- Task material:
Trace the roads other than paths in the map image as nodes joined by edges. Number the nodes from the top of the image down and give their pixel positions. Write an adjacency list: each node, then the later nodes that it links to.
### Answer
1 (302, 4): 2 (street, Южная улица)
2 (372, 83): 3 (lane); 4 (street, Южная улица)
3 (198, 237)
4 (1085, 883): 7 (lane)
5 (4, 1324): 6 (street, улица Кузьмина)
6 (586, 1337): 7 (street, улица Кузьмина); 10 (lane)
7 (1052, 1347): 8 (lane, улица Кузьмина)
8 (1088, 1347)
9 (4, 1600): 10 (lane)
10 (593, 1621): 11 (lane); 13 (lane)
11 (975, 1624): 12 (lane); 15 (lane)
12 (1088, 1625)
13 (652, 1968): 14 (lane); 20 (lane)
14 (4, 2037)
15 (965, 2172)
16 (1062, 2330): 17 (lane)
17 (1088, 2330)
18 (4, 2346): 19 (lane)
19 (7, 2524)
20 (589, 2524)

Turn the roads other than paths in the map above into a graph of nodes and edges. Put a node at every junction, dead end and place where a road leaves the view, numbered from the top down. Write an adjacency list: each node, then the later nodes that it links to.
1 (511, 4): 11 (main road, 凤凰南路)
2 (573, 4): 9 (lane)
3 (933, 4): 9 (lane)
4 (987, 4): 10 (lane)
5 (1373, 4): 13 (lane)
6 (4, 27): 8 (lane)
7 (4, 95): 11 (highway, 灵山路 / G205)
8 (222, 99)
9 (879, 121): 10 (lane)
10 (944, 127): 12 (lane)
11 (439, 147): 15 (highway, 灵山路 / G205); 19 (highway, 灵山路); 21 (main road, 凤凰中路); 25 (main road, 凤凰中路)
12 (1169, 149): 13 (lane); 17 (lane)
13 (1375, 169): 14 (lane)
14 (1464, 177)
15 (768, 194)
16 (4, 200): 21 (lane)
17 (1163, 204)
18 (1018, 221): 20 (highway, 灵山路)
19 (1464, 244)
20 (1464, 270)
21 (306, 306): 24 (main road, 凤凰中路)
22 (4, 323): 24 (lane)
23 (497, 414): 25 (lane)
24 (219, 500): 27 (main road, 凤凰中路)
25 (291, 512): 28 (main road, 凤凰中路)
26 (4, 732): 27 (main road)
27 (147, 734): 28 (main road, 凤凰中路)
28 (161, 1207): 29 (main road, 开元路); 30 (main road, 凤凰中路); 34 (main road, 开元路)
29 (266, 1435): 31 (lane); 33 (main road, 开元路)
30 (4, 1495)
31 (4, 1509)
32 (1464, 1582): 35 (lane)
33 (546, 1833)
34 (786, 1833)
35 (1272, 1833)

- What you need to do:
Each line above should be reproduced exactly, with nothing omitted.

- Response area:
Trace the roads other than paths in the map image as nodes joined by edges. Number the nodes from the top of the image down and give their pixel positions. Write an adjacency list: each node, then the later nodes that it links to.
### Answer
1 (302, 4): 2 (street, Южная улица)
2 (372, 83): 3 (lane); 4 (street, Южная улица)
3 (198, 237)
4 (1085, 883): 7 (lane)
5 (4, 1324): 6 (street, улица Кузьмина)
6 (586, 1337): 7 (street, улица Кузьмина); 10 (lane)
7 (1052, 1347): 8 (lane, улица Кузьмина)
8 (1088, 1347)
9 (4, 1600): 10 (lane)
10 (593, 1621): 11 (lane); 13 (lane)
11 (975, 1624): 12 (lane); 15 (lane)
12 (1088, 1625)
13 (652, 1968): 14 (lane); 20 (lane)
14 (4, 2037)
15 (965, 2172)
16 (1062, 2330): 17 (lane)
17 (1088, 2330)
18 (4, 2346): 19 (lane)
19 (7, 2524)
20 (589, 2524)

Turn the roads other than paths in the map above into a graph of nodes and edges. Put a node at every junction, dead end and place where a road leaves the view, numbered from the top down. Write an adjacency list: each node, then the later nodes that it links to.
1 (511, 4): 11 (main road, 凤凰南路)
2 (573, 4): 9 (lane)
3 (933, 4): 9 (lane)
4 (987, 4): 10 (lane)
5 (1373, 4): 13 (lane)
6 (4, 27): 8 (lane)
7 (4, 95): 11 (highway, 灵山路 / G205)
8 (222, 99)
9 (879, 121): 10 (lane)
10 (944, 127): 12 (lane)
11 (439, 147): 15 (highway, 灵山路 / G205); 19 (highway, 灵山路); 21 (main road, 凤凰中路); 25 (main road, 凤凰中路)
12 (1169, 149): 13 (lane); 17 (lane)
13 (1375, 169): 14 (lane)
14 (1464, 177)
15 (768, 194)
16 (4, 200): 21 (lane)
17 (1163, 204)
18 (1018, 221): 20 (highway, 灵山路)
19 (1464, 244)
20 (1464, 270)
21 (306, 306): 24 (main road, 凤凰中路)
22 (4, 323): 24 (lane)
23 (497, 414): 25 (lane)
24 (219, 500): 27 (main road, 凤凰中路)
25 (291, 512): 28 (main road, 凤凰中路)
26 (4, 732): 27 (main road)
27 (147, 734): 28 (main road, 凤凰中路)
28 (161, 1207): 29 (main road, 开元路); 30 (main road, 凤凰中路); 34 (main road, 开元路)
29 (266, 1435): 31 (lane); 33 (main road, 开元路)
30 (4, 1495)
31 (4, 1509)
32 (1464, 1582): 35 (lane)
33 (546, 1833)
34 (786, 1833)
35 (1272, 1833)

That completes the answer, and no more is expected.